Les illustrations sont à la hauteur de LA question, à la mesure de son universalité, et abondent de détails délicats. Dès 5 ans.

Éléphant a une question de Leen Van Den Berg et Kaatje Vermeire, adaptation d’Emmanuèle Sandron, CotCotCot Editions, 2021 / 15,50 € (Format 23,5 x 33,5)

Dans Des mots en fleurs voisinent deux conceptions différentes du jardin. D’un côté de la clôture, Monsieur Terre, affairé et organisé, sème, plante et cultive, avec méthode, ses légumes. Son jardin au carré est prolifique. De l’autre côté, Monsieur Mots est un épicurien, un contemplatif qui prend le temps de savourer le passage des saisons. Mais surtout, il cueille les mots qui éclosent dans le coeur des fleurs ou sur la terre brune de sa parcelle. Les deux hommes ont chacun un cahier où ils notent leurs observations et leurs récoltes. Autant dire que ces cahiers sont aussi dissemblables que le sont leurs auteurs. Cependant, après quelques péripéties jardinières, la petite barrière rouge du jardin sera témoin du rapprochement des deux jardiniers…

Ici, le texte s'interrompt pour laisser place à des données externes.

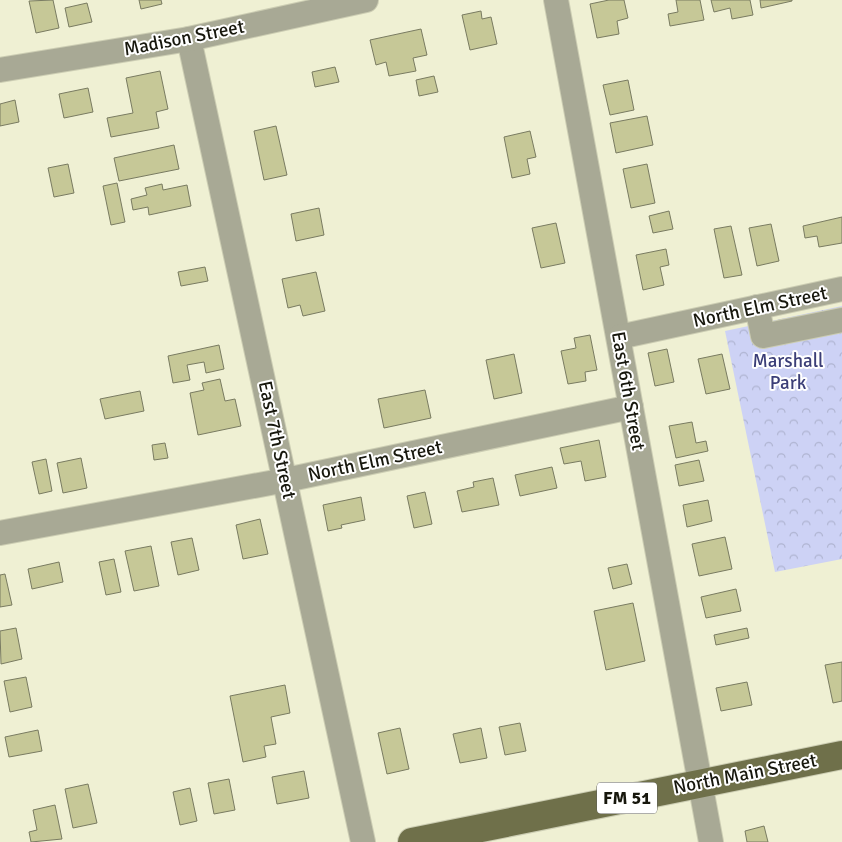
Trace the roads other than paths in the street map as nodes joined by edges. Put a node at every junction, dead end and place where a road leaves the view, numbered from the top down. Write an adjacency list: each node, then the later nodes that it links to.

Cet album fourmille d’expressions »potagères » et de fantaisies lexicales qui vous mettent l’eau à la bouche. A la fin de l’ouvrage, il reste même quelques pages blanches pour continuer la collecte de mots. Dès 5 ans.

Des mots en fleurs de Marie Colot et Karolien Vanderstappen, CotCotCot Editions, collection Écrire et lire 2 fois, 2021 / 13,50 € (Format A5)

De ville en ville explore tous les possibles et aussi l’improbable. Il suffit, suggère Emmanuèle Sandron, de chercher et de regarder l’envers du décor et les mille et mille petites vies qui y vivent pour découvrir sa place parmi la multitude et son identité au milieu de toutes ces existences qui se frôlent, se mélangent et parfois interagissent. Les collages de Brigitte Susini transportent le lecteur dans un univers connu et recomposé où les quêtes et les émotions, le quotidien et les rêves se côtoient pour réinventer l’espace habité.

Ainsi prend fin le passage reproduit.